Your goal >> Without the pictures, retype each line below exactly as it stands.
[Opening Source material section]
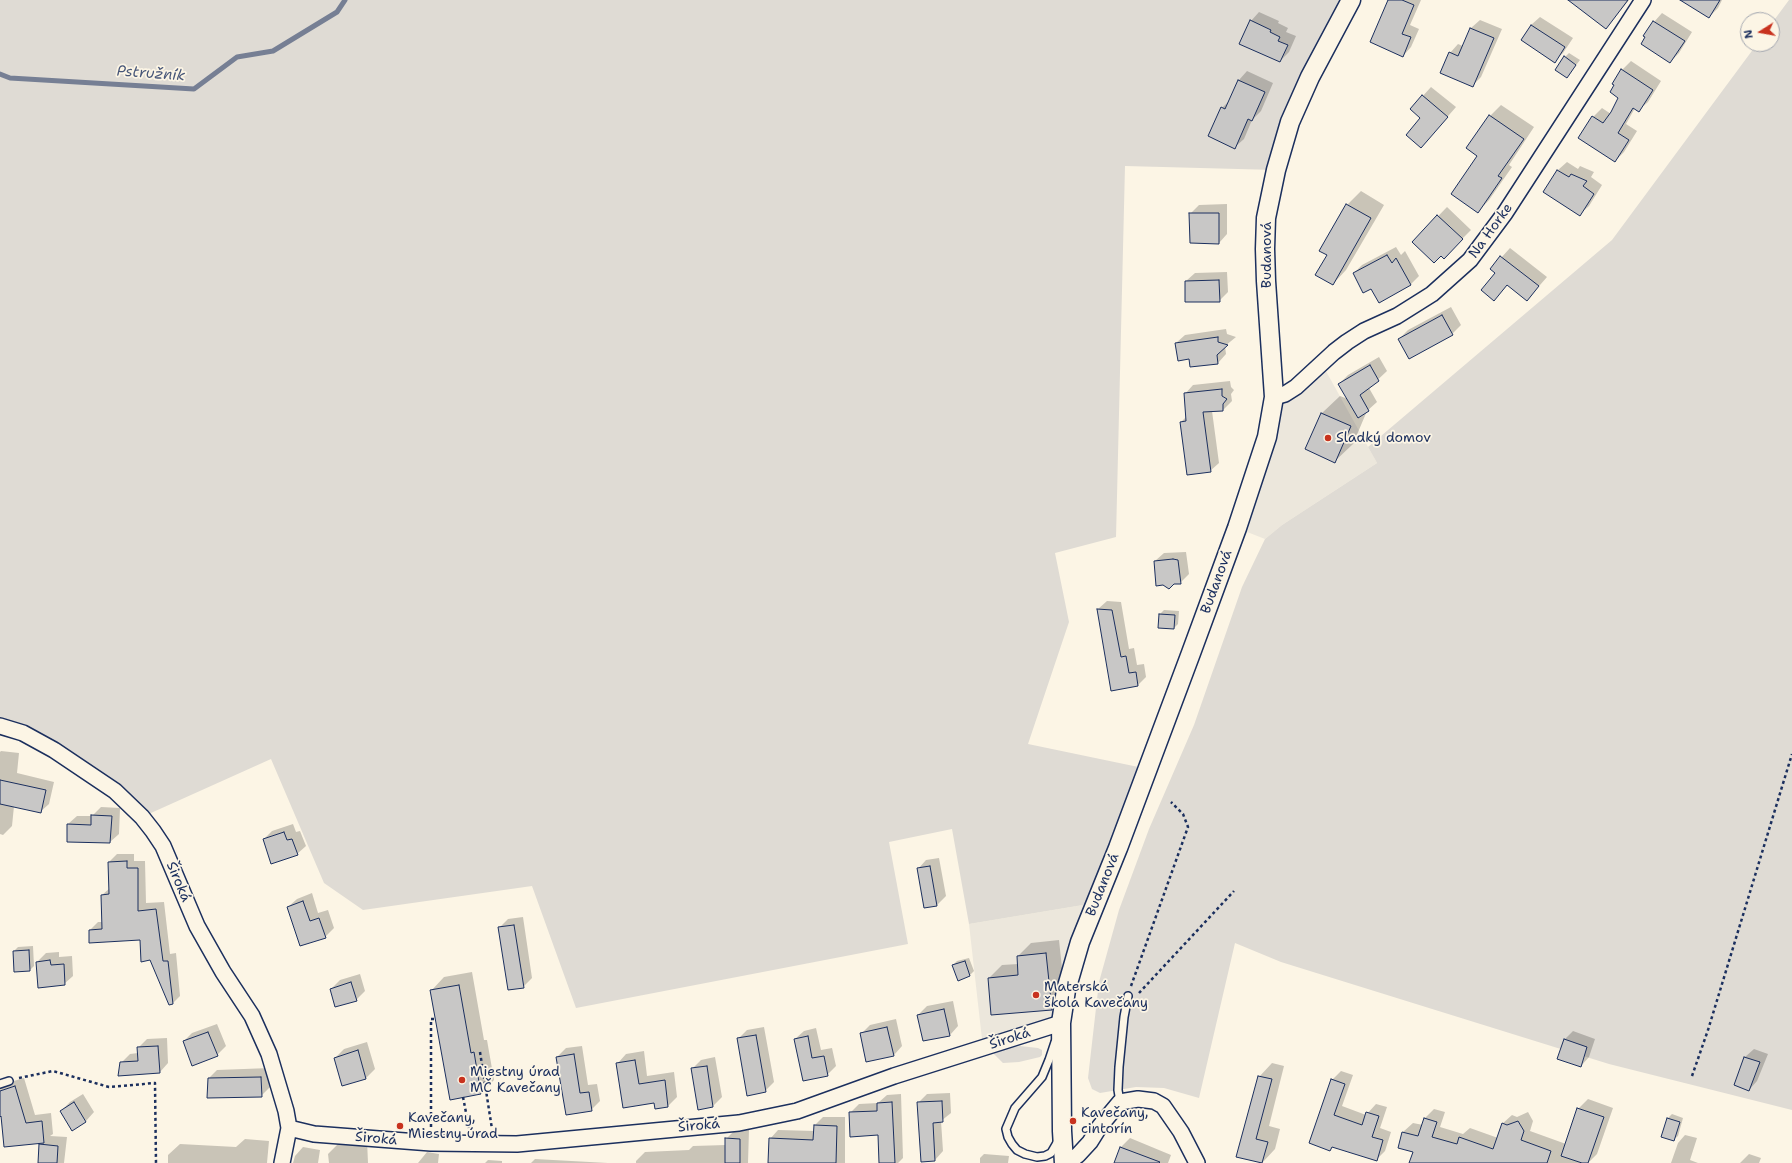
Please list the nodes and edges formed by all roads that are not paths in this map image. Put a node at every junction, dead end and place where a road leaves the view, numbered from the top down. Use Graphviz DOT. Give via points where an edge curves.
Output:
graph roads {
  1 [pos="1351,0"];
  2 [pos="1643,0"];
  3 [pos="1274,397"];
  4 [pos="0,726"];
  5 [pos="1128,996"];
  6 [pos="1060,1023"];
  7 [pos="9,1081"];
  8 [pos="0,1084"];
  9 [pos="1120,1102"];
  10 [pos="289,1128"];
  11 [pos="1062,1131"];
  12 [pos="282,1163"];
  13 [pos="1066,1163"];
  14 [pos="1197,1163"];
  1 -- 3 [label="street, Budanová" via="1310,77 1290,122 1266,218 1266,280"];
  2 -- 3 [label="street, Na Horke" via="1505,213 1459,272 1432,294 1397,316 1347,342 1296,387"];
  3 -- 6 [label="street, Budanová" via="1267,437 1256,475 1145,776 1080,942 1066,990"];
  4 -- 10 [label="street, Široká" via="23,733 54,750 115,791 153,831 163,846 197,926 252,1016 267,1047"];
  5 -- 9 [label="lane" via="1119,1067"];
  6 -- 10 [label="street, Široká" via="894,1076 797,1111 739,1123 517,1144 431,1144 314,1134"];
  6 -- 11 [label="street, Budanová"];
  6 -- 11 [label="lane" via="1042,1077 1015,1108 1006,1129 1017,1150 1037,1157 1051,1153"];
  7 -- 8 [label="lane"];
  9 -- 13 [label="street" via="1090,1142"];
  9 -- 14 [label="street" via="1138,1099 1154,1101 1163,1106 1171,1115"];
  10 -- 12 [label="street"];
  11 -- 13 [label="street, Budanová"];
}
[Closing Source material section]
Your response >>
Please list the nodes and edges formed by all roads that are not paths in this map image. Put a node at every junction, dead end and place where a road leaves the view, numbered from the top down. Use Graphviz DOT. Give via points where an edge curves.
Output:
graph roads {
  1 [pos="1351,0"];
  2 [pos="1643,0"];
  3 [pos="1274,397"];
  4 [pos="0,726"];
  5 [pos="1128,996"];
  6 [pos="1060,1023"];
  7 [pos="9,1081"];
  8 [pos="0,1084"];
  9 [pos="1120,1102"];
  10 [pos="289,1128"];
  11 [pos="1062,1131"];
  12 [pos="282,1163"];
  13 [pos="1066,1163"];
  14 [pos="1197,1163"];
  1 -- 3 [label="street, Budanová" via="1310,77 1290,122 1266,218 1266,280"];
  2 -- 3 [label="street, Na Horke" via="1505,213 1459,272 1432,294 1397,316 1347,342 1296,387"];
  3 -- 6 [label="street, Budanová" via="1267,437 1256,475 1145,776 1080,942 1066,990"];
  4 -- 10 [label="street, Široká" via="23,733 54,750 115,791 153,831 163,846 197,926 252,1016 267,1047"];
  5 -- 9 [label="lane" via="1119,1067"];
  6 -- 10 [label="street, Široká" via="894,1076 797,1111 739,1123 517,1144 431,1144 314,1134"];
  6 -- 11 [label="street, Budanová"];
  6 -- 11 [label="lane" via="1042,1077 1015,1108 1006,1129 1017,1150 1037,1157 1051,1153"];
  7 -- 8 [label="lane"];
  9 -- 13 [label="street" via="1090,1142"];
  9 -- 14 [label="street" via="1138,1099 1154,1101 1163,1106 1171,1115"];
  10 -- 12 [label="street"];
  11 -- 13 [label="street, Budanová"];
}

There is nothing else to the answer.